Lets imagine you are interested in cognitive function X, perhaps reading. Before doing any research, its not stretch to say that the information processing that is involved in reading goes on in the brain. Somehow, the visual input from the eyes is processed in brain and reaches a stage of “comprehension”. That there is understanding is determined by the ability of the subject to answer questions on the reading material. Now you put this individual in an fMRI machine and do the same thing. The individual reads and understands. During reading the regions A, B and C are selectively activated. What have you learned? At best, you have transferred the function of reading from a big box (brain) to a smaller box (regions A, B and C). But you have learned nothing about how visual stimuli were converted into meaning. You have not learned a thing about how brain, or regions A, B and C, processed information. Moving a question from a big box to a small box is not an explanation.
To learn processing you must understand the nature of the algorithm processed in a particular region. This means understanding the neural circuitry that produces an input-output function. There is no region of cortex where this is well understood.
A second argument is that A, B and C are not ‘reading centers’, they are algorithm processing units. They know not what they do. I think of a brain region like a pocket calculator. Put in a number, press the square root key and get a result. This procedure will perform the same function whether the process is used to find the area of a square or a standard deviation. Regions A, B and C are blind processors. Were we to do fMRI on this calculator we might say that the square root key was a area processor or a standard deviation processor, but this is misleading. Neurons only know their inputs and outputs (if that). The square root key has no concept of area. Its only when we view the brain as a whole we can say the a function is performed.
Let me give an example from the region I study: the hippocampus. Many neurons in the hippocampus behave as ‘place cells’, with a single place cell firing when the animal (rat) crosses a small region of space. It has been proposed that, collectively, the hippocampus is a cognitive mapping system essential for efficient navigation. I believe all of this. But the single place cell knows nothing of place. At best, it knows when its neuronal inputs fire. We call them place cells because we see the regularity of cell firing with observations of the rat’s location in space. We (I) guess that somehow the hippocampus, or brain, as a whole can integrate this information. But single place cells cannot. Furthermore, although lots is known about the circuitry of the hippocampus, we don’t understand the algorithms that create place cells. We are making progress, but we’re a long way off.
A third point is that it is likely these regional algorithm processors are likely similar to each other. Region A may be slightly faster than region B, and region B may have a larger input set than region A. Or region A may have more direct input from vision than region B, etc.

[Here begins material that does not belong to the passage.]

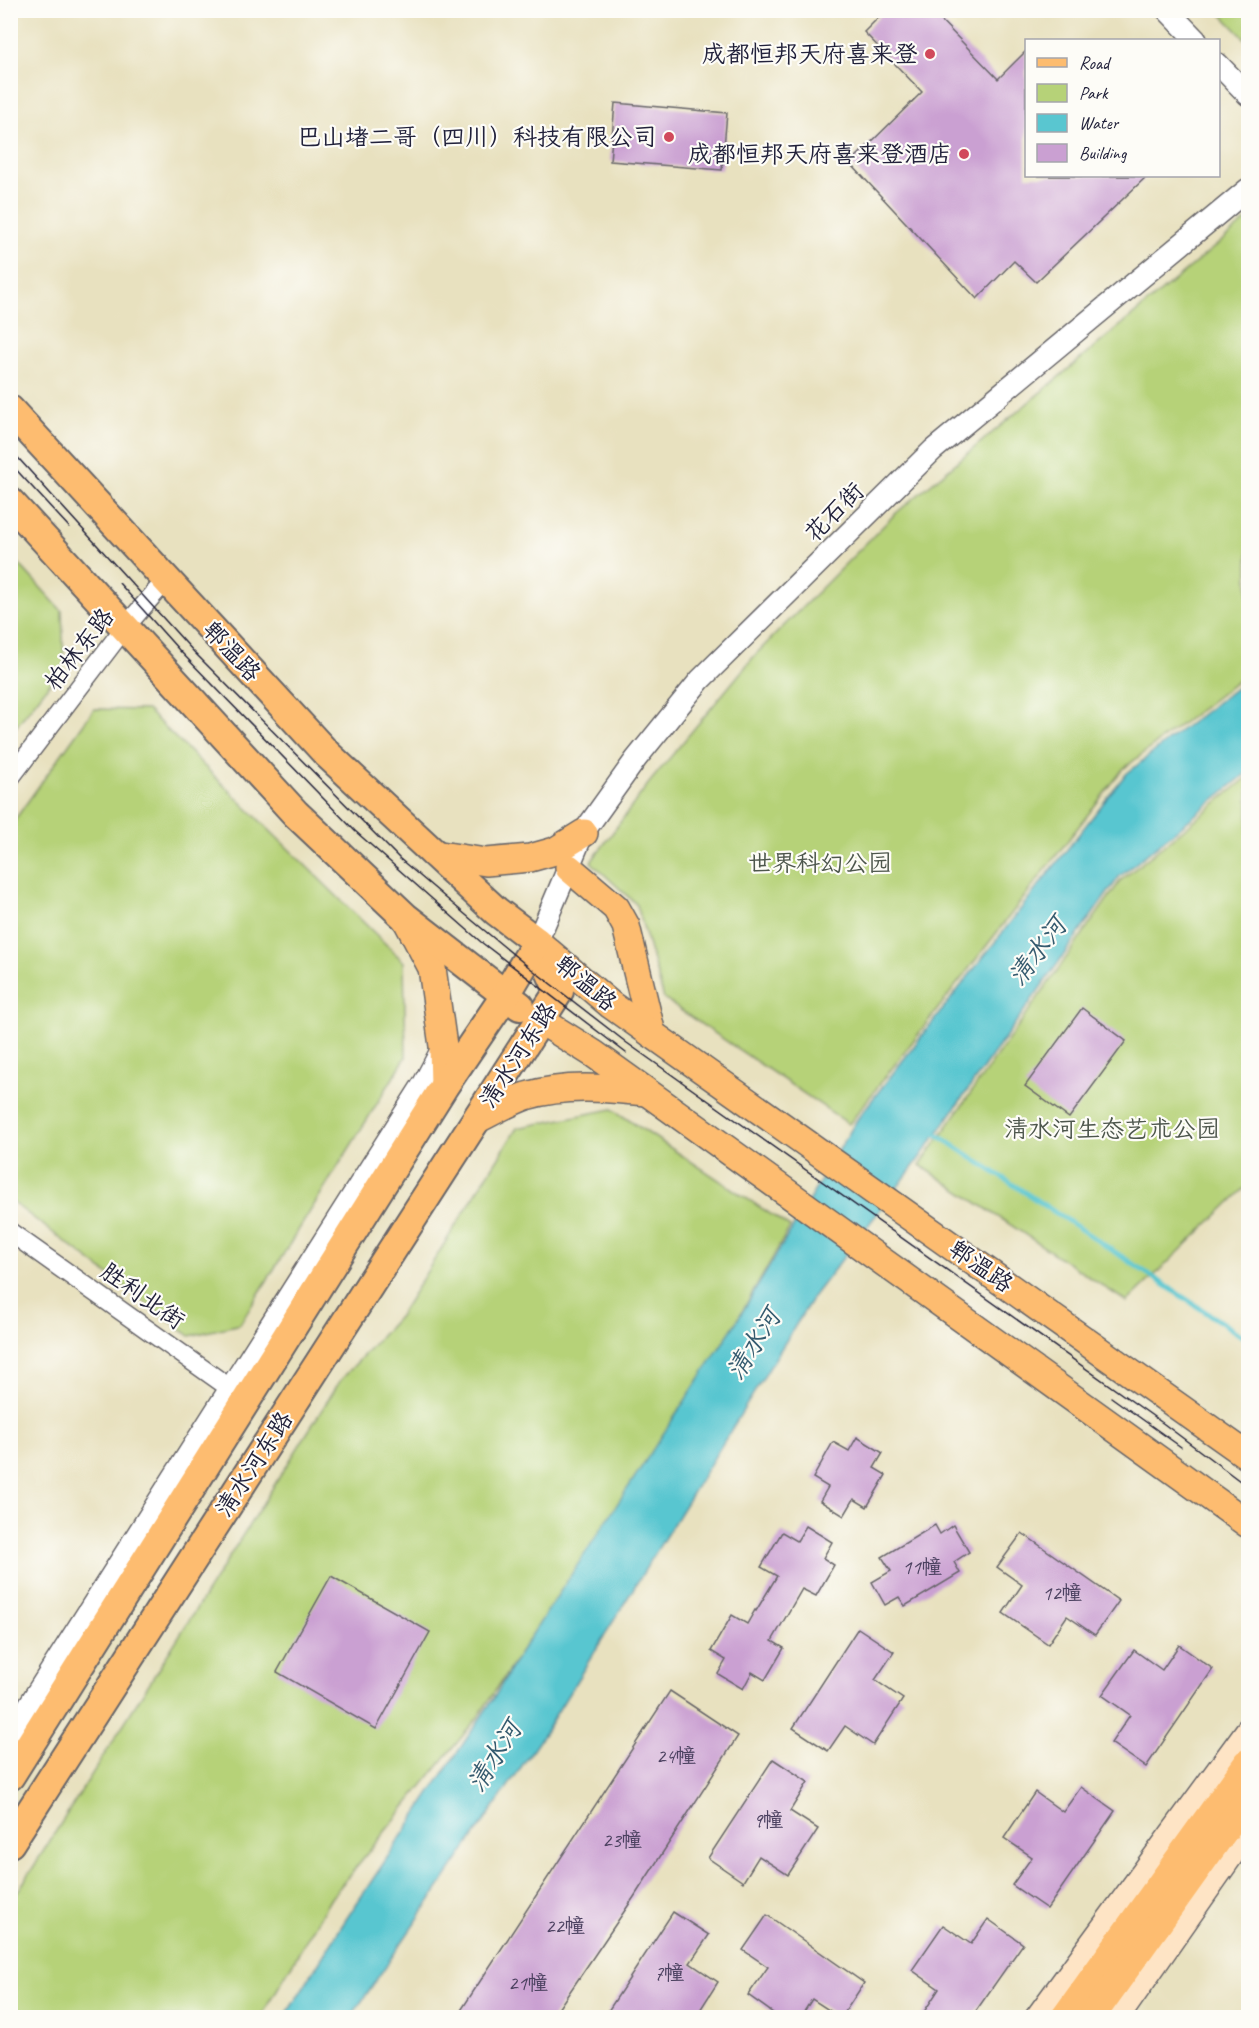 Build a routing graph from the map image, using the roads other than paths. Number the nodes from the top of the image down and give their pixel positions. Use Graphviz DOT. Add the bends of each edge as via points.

As a general rule, when a a small region is inactivated or damaged, especially in a child, the function is not totally, permanently lost. This suggests that secondary regions can perform a slightly inferior version of the algorithm and subsume the ‘lost’ function. How functional allocation is assigned remains a mystery.
In brief, functional imaging is a wonderful tool. It tells us where to look to investigate the computational algorithms. But it tells us nothing about the deep problems, what the algorithms are and how they operate, in series and in parallel, to perform complex cognitive tasks.